The Human Interface Technologies (HIT) Team at the University of Birmingham have taken to the sea with the Royal Marines aboard one of the elite amphibious troops’ Griffon 2400TD Hovercraft, or “LCAC” (Landing Craft Air Cushion). 

At Sea with the Royal Marines


This significant defence research is addressing how mixed reality – blending the best of the real with the best of the virtual – can be exploited for the future training of defence medics involved in MERT deployments. The early MERT trainer, based on a rapidly inflatable and portable enclosure - equipped with a variety of space-filling objects (including a highly realistic casualty mannequin), was developed to create the illusion of operating on-board a RAF Chinook helicopter. To create further deception of in-flight movement when wearing a virtual reality headset, the mixed reality system used video footage captured during a series of short flights of one of the HIT teams’ drones over a barren region of Dartmoor. This was then projected onto virtual film screens located outside of the simulated cabin area.

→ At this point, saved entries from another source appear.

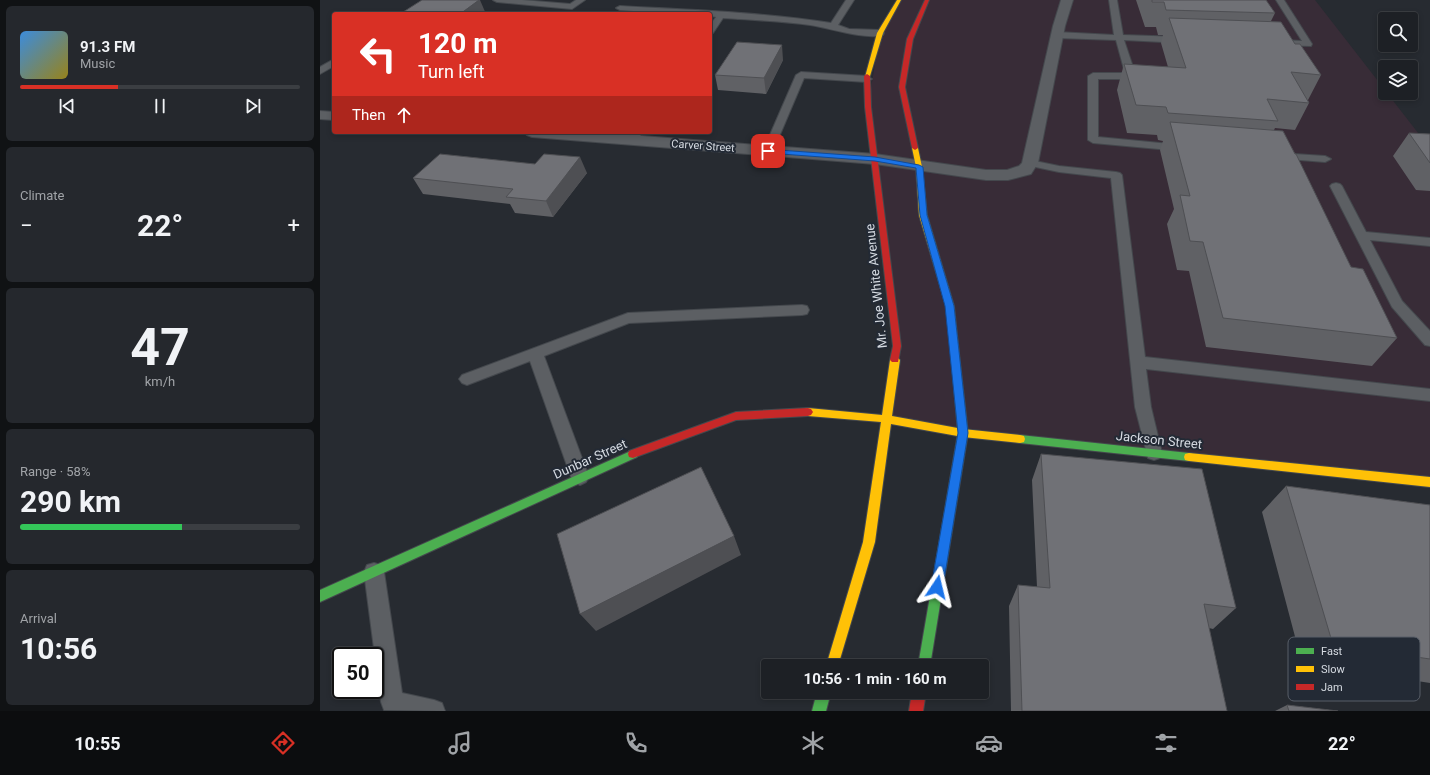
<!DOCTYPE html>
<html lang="en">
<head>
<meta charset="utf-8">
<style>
  :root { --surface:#1d2025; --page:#25282d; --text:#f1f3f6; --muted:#a0a3a7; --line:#3b3e42; --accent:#d93025 }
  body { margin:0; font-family:Roboto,sans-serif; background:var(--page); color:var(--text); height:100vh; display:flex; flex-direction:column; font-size:15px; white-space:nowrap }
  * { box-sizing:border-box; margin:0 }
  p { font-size:13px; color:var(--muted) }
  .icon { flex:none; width:22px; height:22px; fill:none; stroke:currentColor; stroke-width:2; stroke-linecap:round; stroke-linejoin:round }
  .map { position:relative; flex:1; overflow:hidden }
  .sheet { display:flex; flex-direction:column; gap:6px; padding:6px; background:#101214; width:320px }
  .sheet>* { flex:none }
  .banner { position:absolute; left:12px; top:12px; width:380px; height:122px; border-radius:4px; box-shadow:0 2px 6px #0003,0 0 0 1px var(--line); background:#d93025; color:#fff; overflow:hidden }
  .buttons { position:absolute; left:1058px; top:12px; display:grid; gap:8px }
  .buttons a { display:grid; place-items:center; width:40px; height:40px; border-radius:4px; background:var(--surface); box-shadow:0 2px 6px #0003,0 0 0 1px var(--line); font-size:20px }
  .speed { position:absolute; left:12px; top:647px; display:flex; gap:8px; font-size:20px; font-weight:700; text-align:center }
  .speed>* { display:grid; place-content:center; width:52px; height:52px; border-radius:50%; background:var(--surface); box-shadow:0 2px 6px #0003,0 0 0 1px var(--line); line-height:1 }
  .speed .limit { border:2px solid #111; border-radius:6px; background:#fff; color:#111 }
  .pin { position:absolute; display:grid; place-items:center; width:34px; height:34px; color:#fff; margin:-17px; border-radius:8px; box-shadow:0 2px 6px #0006 }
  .me { position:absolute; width:44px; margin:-22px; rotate:10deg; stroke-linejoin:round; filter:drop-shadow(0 0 3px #0008) }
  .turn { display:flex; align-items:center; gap:14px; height:84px; padding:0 20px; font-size:18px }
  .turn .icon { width:52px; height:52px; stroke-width:2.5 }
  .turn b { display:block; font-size:28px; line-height:34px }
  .then { display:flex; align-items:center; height:38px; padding:0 20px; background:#0003; gap:8px; font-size:15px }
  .big { font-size:30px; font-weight:700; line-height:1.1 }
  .sheet .tile { flex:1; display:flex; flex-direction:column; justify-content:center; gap:6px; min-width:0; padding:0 14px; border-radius:6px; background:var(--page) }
  .sheet .dial { align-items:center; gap:0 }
  .dial b { font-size:52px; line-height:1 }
  .song { display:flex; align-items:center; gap:12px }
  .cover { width:48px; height:48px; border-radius:6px; background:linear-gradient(135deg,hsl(210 70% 55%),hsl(50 70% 35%)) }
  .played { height:4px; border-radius:2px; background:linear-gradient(90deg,var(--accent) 35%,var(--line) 35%) }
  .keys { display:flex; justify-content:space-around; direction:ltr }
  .heat { display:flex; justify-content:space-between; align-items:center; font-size:22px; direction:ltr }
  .charge { height:6px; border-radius:3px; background:linear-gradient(90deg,#34c759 58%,var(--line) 0) }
  .trip { position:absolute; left:441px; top:659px; width:228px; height:40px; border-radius:4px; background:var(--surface); box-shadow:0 2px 6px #0003,0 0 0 1px var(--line); font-weight:700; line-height:40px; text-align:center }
  .tabs { display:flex; height:64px; justify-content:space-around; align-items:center; background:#0c0d0f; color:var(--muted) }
  .tabs .icon { width:28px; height:28px }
  .tabs .active { color:var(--accent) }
  .tabs b { font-size:18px; color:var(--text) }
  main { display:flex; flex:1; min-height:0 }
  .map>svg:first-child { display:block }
  .commercial { fill:#382c37 }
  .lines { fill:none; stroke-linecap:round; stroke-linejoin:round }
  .lane-casing { stroke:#44484d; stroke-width:2 }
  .street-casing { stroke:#44484d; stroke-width:2 }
  .fast-casing { stroke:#44484d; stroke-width:2 }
  .slow-casing { stroke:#44484d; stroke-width:2 }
  .jam-casing { stroke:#44484d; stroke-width:2 }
  .lane { fill:#5c5f63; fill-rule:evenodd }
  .street { fill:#5c5f63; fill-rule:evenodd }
  .fast { fill:#4caf50; fill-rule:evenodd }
  .slow { fill:#ffc107; fill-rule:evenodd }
  .jam { fill:#c62828; fill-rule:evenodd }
  .wall { fill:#606165 }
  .shaded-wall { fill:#4e4f53 }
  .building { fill:#707176; stroke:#4e4f53 }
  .route { fill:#1a73e8; stroke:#114b97 }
  .labels { text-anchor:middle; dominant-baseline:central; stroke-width:4; stroke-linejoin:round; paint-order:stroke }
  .far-street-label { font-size:11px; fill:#d6dbe2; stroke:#232a35 }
  .street-label { font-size:13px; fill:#d6dbe2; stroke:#232a35 }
  .key { fill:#232a35; stroke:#595f69; stroke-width:1 }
  .key-label { font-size:11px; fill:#d6dbe2 }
</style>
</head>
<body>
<main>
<section class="sheet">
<div class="tile">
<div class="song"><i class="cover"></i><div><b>91.3 FM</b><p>Music</p></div></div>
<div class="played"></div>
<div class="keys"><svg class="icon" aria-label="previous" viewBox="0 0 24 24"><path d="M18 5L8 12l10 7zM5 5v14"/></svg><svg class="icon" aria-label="pause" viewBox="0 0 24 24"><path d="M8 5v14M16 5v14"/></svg><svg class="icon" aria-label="next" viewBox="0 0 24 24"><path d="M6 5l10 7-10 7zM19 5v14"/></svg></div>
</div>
<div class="tile"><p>Climate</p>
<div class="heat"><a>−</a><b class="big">22°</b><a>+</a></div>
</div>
<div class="tile dial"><b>47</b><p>km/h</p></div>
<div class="tile"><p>Range · 58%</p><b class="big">290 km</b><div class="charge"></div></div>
<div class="tile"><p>Arrival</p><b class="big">10:56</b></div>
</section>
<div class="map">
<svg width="1110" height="711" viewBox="0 0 1110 711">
  <rect width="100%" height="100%" fill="#272b31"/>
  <path class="commercial" d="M 579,0 L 995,0 L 1065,90 L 1065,93 L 1067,93 L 1102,138 L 1110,139 L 1110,482 L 567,419 L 577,346 L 548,107 L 560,33 Z"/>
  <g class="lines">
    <g class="lane-casing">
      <path id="lane" d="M 173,0 L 202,0 L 250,4 L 256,0 L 265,0 L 252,9 L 177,2 Z
        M 526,0 L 534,0 L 518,25 L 529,29 L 560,30 L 563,31 L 564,33 L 563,35 C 544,40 510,28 490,25 C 461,21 432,20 403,18 L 393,33 L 390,34 L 390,25 L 396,17 L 390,16 L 390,14 L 352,14 L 300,10 L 296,8 L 300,6 C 370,10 441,12 511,23 Z
        M 789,0 L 797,0 L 803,35 L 862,37 L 866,40 L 862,43 L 804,40 L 816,76 L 811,79 L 778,79 L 778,137 L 861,145 L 865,146 L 866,148 L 865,150 L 861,151 L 773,143 L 768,140 L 768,76 L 773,73 L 805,73 L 796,40 L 737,38 L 733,35 L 737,32 L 794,35 Z
        M 956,0 L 964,0 L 992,44 L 991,46 L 957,45 L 956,43 L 957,41 L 960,40 L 982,41 Z
        M 14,59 L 14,66 L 0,74 L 0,67 Z
        M 481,72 L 547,76 L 552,79 L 547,82 L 484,78 L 453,151 L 452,153 L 444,153 L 443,151 L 476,75 Z
        M 313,132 L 323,132 L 316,142 L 312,143 L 307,140 Z
        M 959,153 L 1005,156 L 1011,159 L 1005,162 L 955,158 L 953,156 L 955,154 Z
        M 710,160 L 739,166 L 796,172 L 800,173 L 802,175 L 825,357 L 1110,389 L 1110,401 L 826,369 L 831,407 L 842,453 L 840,458 L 834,460 L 828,458 L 815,407 L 791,178 L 739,172 L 706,165 L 704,163 L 706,161 Z
        M 1016,183 L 1020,184 L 1022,186 L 1046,232 L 1110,238 L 1110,246 L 1050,240 L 1082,301 L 1110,331 L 1110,346 L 1105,345 L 1072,307 L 1010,186 L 1012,184 Z
        M 482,305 L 487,306 L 489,310 L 487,314 L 482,315 L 309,323 L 224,356 L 269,477 L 266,482 L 260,485 L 254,482 L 251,477 L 210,361 L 147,385 L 142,383 L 139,379 L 142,375 L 308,313 Z
        M 54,563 L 61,565 L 64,572 L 82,693 L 114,700 L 122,703 L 125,711 L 64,710 L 61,702 L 44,572 L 47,565 Z"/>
    </g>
    <g class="street-casing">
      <path id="street" d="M 741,0 L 753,0 L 745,26 L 718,163 L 711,174 L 688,180 L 666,180 L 555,164 L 212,137 L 207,135 L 204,132 L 271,132 L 555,154 L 666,170 L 687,170 L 699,166 L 702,163 L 733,26 Z
        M 0,111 L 14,112 L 14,120 L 0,119 Z"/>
    </g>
    <g class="fast-casing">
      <path id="fast" d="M 635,350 L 639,353 L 648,433 L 610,666 L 598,666 L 638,433 L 631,353 Z
        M 700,435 L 869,453 L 873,454 L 874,457 L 873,460 L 869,461 L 700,443 L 696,442 L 695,439 L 696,436 Z
        M 313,450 L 317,451 L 318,454 L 317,457 L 0,602 L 0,590 Z
        M 497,692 L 511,692 L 506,711 L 492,711 Z"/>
    </g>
    <g class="slow-casing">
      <path id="slow" d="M 577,0 L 581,0 L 563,33 L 550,76 L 545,77 L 557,33 Z
        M 595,146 L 598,148 L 602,167 L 607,215 L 634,306 L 639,353 L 635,356 L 631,353 L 626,306 L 599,215 L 596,167 L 592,148 Z
        M 575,357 L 578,358 L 580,360 L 572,416 L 643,429 L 700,435 L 704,436 L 705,439 L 704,442 L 700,443 L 643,437 L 571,424 L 555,542 L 518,666 L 506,666 L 543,542 L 561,422 L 488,416 L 485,415 L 483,412 L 485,409 L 488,408 L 562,415 L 570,360 L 572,358 Z
        M 869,453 L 1110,477 L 1110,487 L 869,461 L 865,460 L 864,457 L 865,454 Z"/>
    </g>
    <g class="jam-casing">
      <path id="jam" d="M 605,0 L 609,0 L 593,39 L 585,87 L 598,148 L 595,150 L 592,148 L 579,87 L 587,39 Z
        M 547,74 L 550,76 L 551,107 L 581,346 L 578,362 L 572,362 L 570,360 L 573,346 L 545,107 L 544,76 Z
        M 488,408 L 491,409 L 493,412 L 491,415 L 488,416 L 416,420 L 313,458 L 309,457 L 308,454 L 309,451 L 416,412 Z
        M 592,692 L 606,692 L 603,711 L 589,711 Z"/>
    </g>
    <use href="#lane" class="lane"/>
    <use href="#street" class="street"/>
    <use href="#fast" class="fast"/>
    <use href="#slow" class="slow"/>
    <use href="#jam" class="jam"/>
  </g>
  <path class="wall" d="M 816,0 L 946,0 L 955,13 L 951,21 L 975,44 L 1001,75 L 988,100 L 989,103 L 975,130 L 955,128 L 954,130 L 1031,267 L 1077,338 L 1052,366 L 886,347 L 869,271 L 857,270 L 847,224 L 854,209 L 840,150 L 843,141 L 838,140 L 837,135 L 807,133 L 797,90 L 804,64 L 848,67 L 841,43 L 843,35 L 838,35 L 836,27 L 825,27 Z
    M 463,60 L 446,94 L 398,90 L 395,75 Z
    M 1089,133 L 1110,134 L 1110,191 L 1096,190 L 1073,156 Z
    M 267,173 L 233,217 L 195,213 L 190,204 L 103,194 L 93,178 Z
    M 721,454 L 916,608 L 893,629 L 889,628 L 907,711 L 691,711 L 689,606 L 698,585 L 717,587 L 712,480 Z
    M 966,486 L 1110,505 L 1110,683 L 982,663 L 942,512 Z
    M 967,705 L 1018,711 L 955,711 Z"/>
  <path class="shaded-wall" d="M 159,0 L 160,0 L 166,14 L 140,14 Z
    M 462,45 L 463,60 L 446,94 L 444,78 Z
    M 260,157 L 267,173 L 233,217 L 226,201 Z
    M 414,536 L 421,555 L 276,631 L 260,614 Z"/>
  <path class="building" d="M 102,0 L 159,0 L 140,14 L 80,14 Z
    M 832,0 L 946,0 L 955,13 L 846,10 L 844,2 L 832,2 Z
    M 849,18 L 961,22 L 975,44 L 980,44 L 1001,75 L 971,72 L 989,103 L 947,99 L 958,121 L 848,113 L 846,107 L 816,105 L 804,64 L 866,68 Z
    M 417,42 L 462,45 L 444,78 L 395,75 Z
    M 850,122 L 963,131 L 975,154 L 976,154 L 1031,267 L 1043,269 L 1077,338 L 903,318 L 883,242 L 870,241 L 860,195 L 870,196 Z
    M 1089,133 L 1110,134 L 1110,163 Z
    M 120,154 L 215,164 L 224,154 L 260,157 L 226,201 L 186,197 L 193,189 L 93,178 Z
    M 721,454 L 882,469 L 916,608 L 884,604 L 907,711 L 702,711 L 698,585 L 730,588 Z
    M 381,467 L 414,536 L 260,614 L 237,534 Z
    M 966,486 L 1110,505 L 1110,659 L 1013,645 Z
    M 967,705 L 1018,711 L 969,711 Z"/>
  <path class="route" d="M 445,149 L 555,157 L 599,165 L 603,167 L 607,215 L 634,306 L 648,433 L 623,587 L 622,591 L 617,593 L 613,591 L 611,587 L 638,433 L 625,306 L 600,215 L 596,168 L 555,161 L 448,153 L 445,152 Z"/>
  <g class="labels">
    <g class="far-street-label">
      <text transform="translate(383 146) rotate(4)">Carver Street</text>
    </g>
    <g class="street-label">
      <text transform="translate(556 286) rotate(-96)">Mr. Joe White Avenue</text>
      <text transform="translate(839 440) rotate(6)">Jackson Street</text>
      <text transform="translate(270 459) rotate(-24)">Dunbar Street</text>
    </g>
  </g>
  <rect x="968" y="637" width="132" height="64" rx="6" class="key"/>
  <rect x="976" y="648" width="18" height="6" fill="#4caf50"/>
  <rect x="976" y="666" width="18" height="6" fill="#ffc107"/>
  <rect x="976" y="684" width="18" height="6" fill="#c62828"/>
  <g class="key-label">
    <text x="1001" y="655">Fast</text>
    <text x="1001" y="673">Slow</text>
    <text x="1001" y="691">Jam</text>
  </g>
</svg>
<div class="buttons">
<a><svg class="icon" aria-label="search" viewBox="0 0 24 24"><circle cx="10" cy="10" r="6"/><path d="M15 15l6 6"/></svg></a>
<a><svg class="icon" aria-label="layers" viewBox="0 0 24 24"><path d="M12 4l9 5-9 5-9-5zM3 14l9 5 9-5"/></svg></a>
</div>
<div class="speed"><div class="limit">50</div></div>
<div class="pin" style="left:448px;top:151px;background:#d93025"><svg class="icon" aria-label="arrive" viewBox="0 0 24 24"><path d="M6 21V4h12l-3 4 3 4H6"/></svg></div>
<svg class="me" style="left:617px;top:587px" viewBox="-20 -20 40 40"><path d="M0-17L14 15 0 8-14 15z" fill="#1a73e8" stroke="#fff" stroke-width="4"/></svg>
<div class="trip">10:56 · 1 min · 160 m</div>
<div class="banner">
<div class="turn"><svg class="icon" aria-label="left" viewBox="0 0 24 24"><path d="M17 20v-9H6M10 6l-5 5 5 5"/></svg><div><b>120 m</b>Turn left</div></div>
<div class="then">Then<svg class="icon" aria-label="ahead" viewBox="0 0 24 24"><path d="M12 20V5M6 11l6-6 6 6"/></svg></div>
</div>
</div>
</main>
<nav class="tabs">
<b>10:55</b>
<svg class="icon active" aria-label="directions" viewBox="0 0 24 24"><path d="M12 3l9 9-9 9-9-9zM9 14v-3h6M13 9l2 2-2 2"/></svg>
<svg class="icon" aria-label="music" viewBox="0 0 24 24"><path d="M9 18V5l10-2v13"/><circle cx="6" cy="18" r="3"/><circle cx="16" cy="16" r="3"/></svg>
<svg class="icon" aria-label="phone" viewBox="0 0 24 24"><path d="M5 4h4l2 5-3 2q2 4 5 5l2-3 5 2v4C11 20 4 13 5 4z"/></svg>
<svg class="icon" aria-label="climate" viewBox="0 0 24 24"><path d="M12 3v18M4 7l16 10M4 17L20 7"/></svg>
<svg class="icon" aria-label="car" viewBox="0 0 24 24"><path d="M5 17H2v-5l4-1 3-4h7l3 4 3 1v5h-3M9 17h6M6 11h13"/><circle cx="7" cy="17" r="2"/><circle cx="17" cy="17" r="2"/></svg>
<svg class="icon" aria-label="filters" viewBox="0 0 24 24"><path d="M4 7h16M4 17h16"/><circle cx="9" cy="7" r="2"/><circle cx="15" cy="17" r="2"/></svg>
<b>22°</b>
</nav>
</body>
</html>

Professor Bob Stone, Director of the HIT Team, together with PhD student Vish Shingari, travelled aboard the 1 Assault Group Royal Marines’ Hovercraft to record similar real-world footage. The video material collected will, in due course, be used to enhance the MERT simulator by providing views of the Hovercraft in motion from inside the main cabin and through the cockpit windscreen.

Dr Cheng Qian, HIT Team Research Fellow, has been undertaking the complex task of modifying computer-aided design (CAD) files of the Griffon 2400TD, supplied to the team by Southampton-based Griffon Hoverwork - world-leading designers and manufacturers of hovercraft for a wide range of defence, civilian, and medical applications.